TASK DETAILS
Without including any image, retype the records word for word.

DATA SECTION
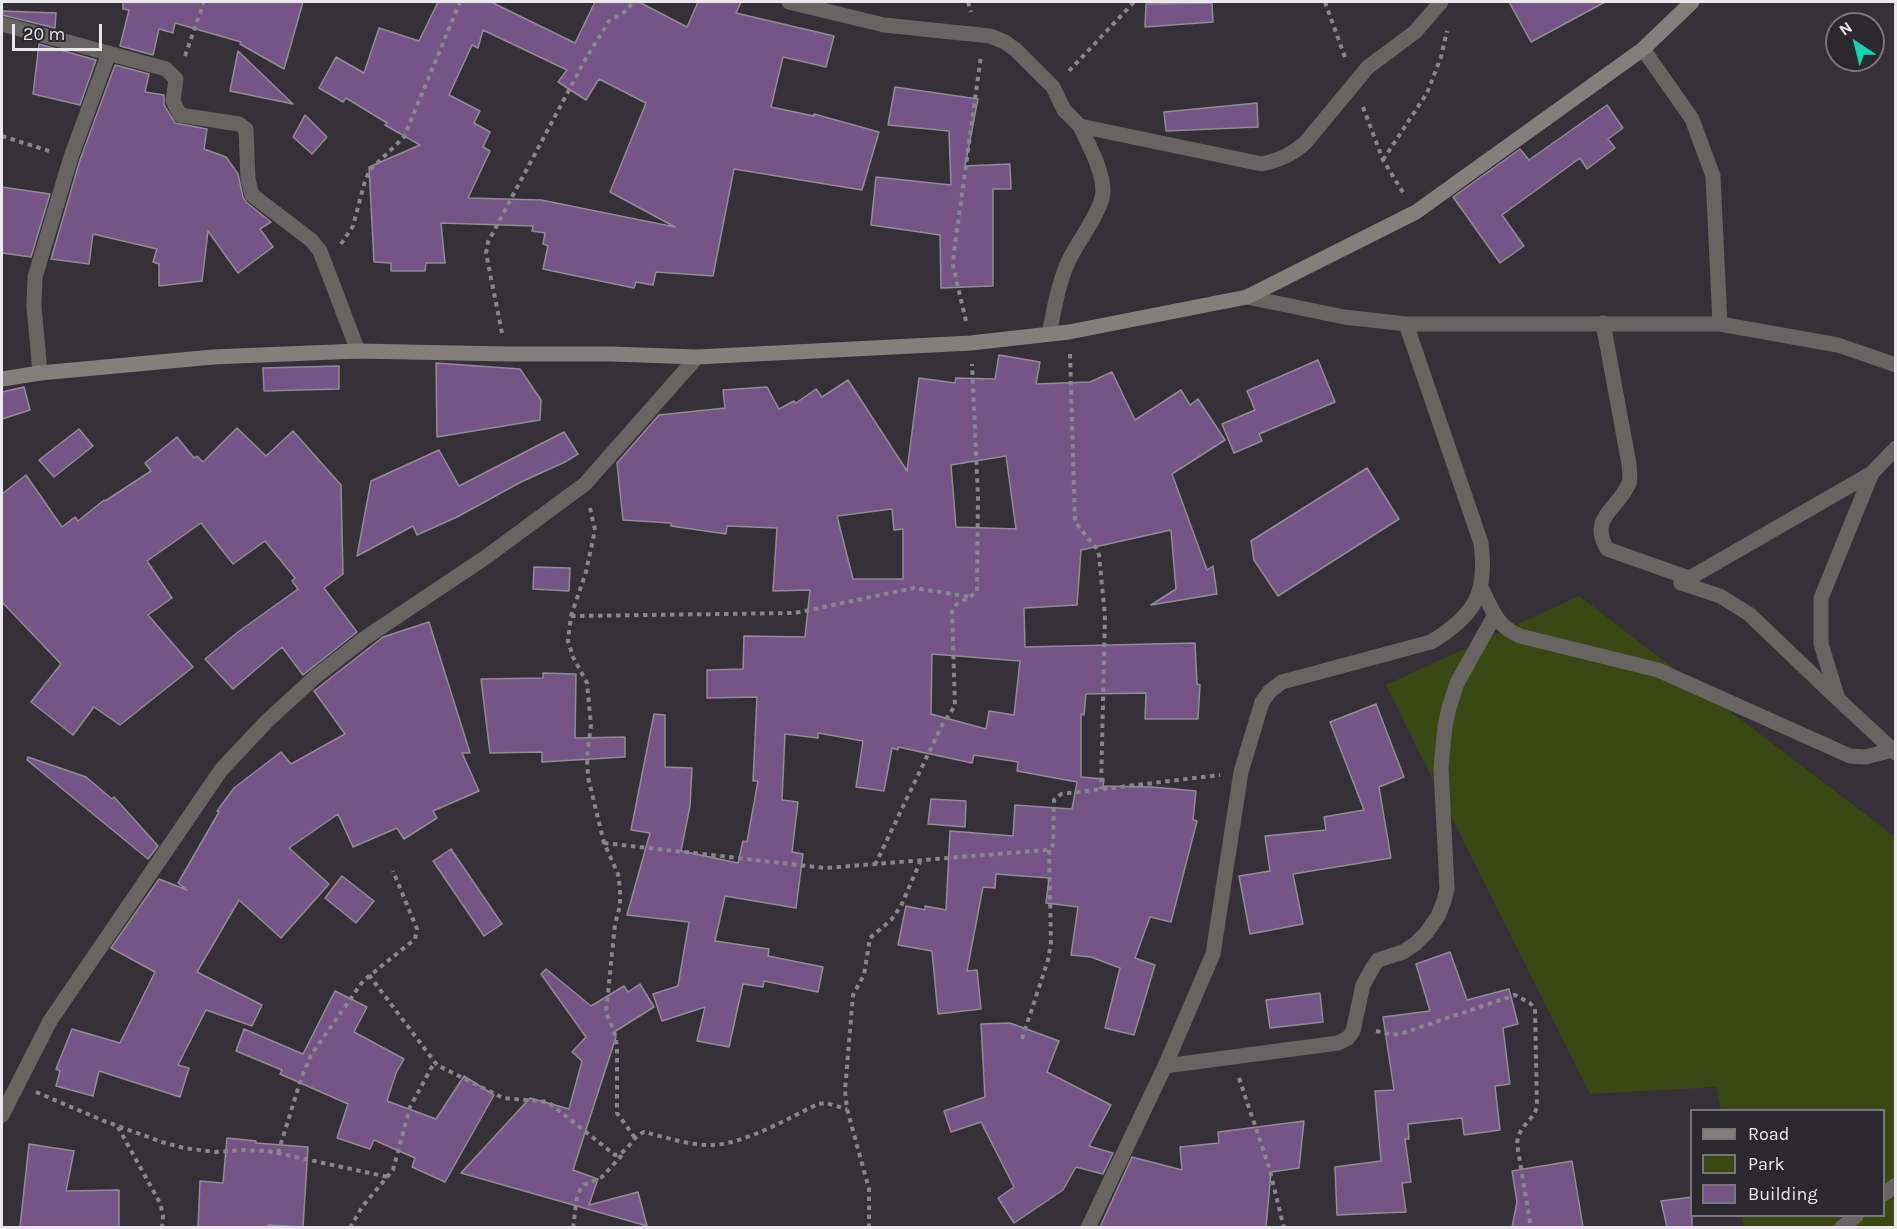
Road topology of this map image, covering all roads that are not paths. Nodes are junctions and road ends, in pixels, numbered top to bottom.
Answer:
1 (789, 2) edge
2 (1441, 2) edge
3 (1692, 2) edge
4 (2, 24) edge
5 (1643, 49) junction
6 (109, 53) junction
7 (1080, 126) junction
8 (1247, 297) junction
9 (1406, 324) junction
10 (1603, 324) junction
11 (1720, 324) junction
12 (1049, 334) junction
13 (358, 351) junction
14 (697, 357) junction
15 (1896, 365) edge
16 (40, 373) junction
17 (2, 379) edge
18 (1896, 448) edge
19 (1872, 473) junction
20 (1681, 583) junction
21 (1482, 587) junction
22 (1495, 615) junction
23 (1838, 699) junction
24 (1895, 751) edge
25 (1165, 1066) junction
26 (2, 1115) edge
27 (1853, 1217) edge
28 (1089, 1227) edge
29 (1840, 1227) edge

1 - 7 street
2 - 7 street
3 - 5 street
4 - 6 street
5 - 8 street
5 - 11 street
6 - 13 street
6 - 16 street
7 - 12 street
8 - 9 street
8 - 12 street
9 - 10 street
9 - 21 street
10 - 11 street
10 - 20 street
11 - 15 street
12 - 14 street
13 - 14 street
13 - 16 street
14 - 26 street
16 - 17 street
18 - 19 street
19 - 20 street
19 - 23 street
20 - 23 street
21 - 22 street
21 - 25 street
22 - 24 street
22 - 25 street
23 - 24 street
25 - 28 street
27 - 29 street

ANSWER BOX
Road topology of this map image, covering all roads that are not paths. Nodes are junctions and road ends, in pixels, numbered top to bottom.
Answer:
1 (789, 2) edge
2 (1441, 2) edge
3 (1692, 2) edge
4 (2, 24) edge
5 (1643, 49) junction
6 (109, 53) junction
7 (1080, 126) junction
8 (1247, 297) junction
9 (1406, 324) junction
10 (1603, 324) junction
11 (1720, 324) junction
12 (1049, 334) junction
13 (358, 351) junction
14 (697, 357) junction
15 (1896, 365) edge
16 (40, 373) junction
17 (2, 379) edge
18 (1896, 448) edge
19 (1872, 473) junction
20 (1681, 583) junction
21 (1482, 587) junction
22 (1495, 615) junction
23 (1838, 699) junction
24 (1895, 751) edge
25 (1165, 1066) junction
26 (2, 1115) edge
27 (1853, 1217) edge
28 (1089, 1227) edge
29 (1840, 1227) edge

1 - 7 street
2 - 7 street
3 - 5 street
4 - 6 street
5 - 8 street
5 - 11 street
6 - 13 street
6 - 16 street
7 - 12 street
8 - 9 street
8 - 12 street
9 - 10 street
9 - 21 street
10 - 11 street
10 - 20 street
11 - 15 street
12 - 14 street
13 - 14 street
13 - 16 street
14 - 26 street
16 - 17 street
18 - 19 street
19 - 20 street
19 - 23 street
20 - 23 street
21 - 22 street
21 - 25 street
22 - 24 street
22 - 25 street
23 - 24 street
25 - 28 street
27 - 29 street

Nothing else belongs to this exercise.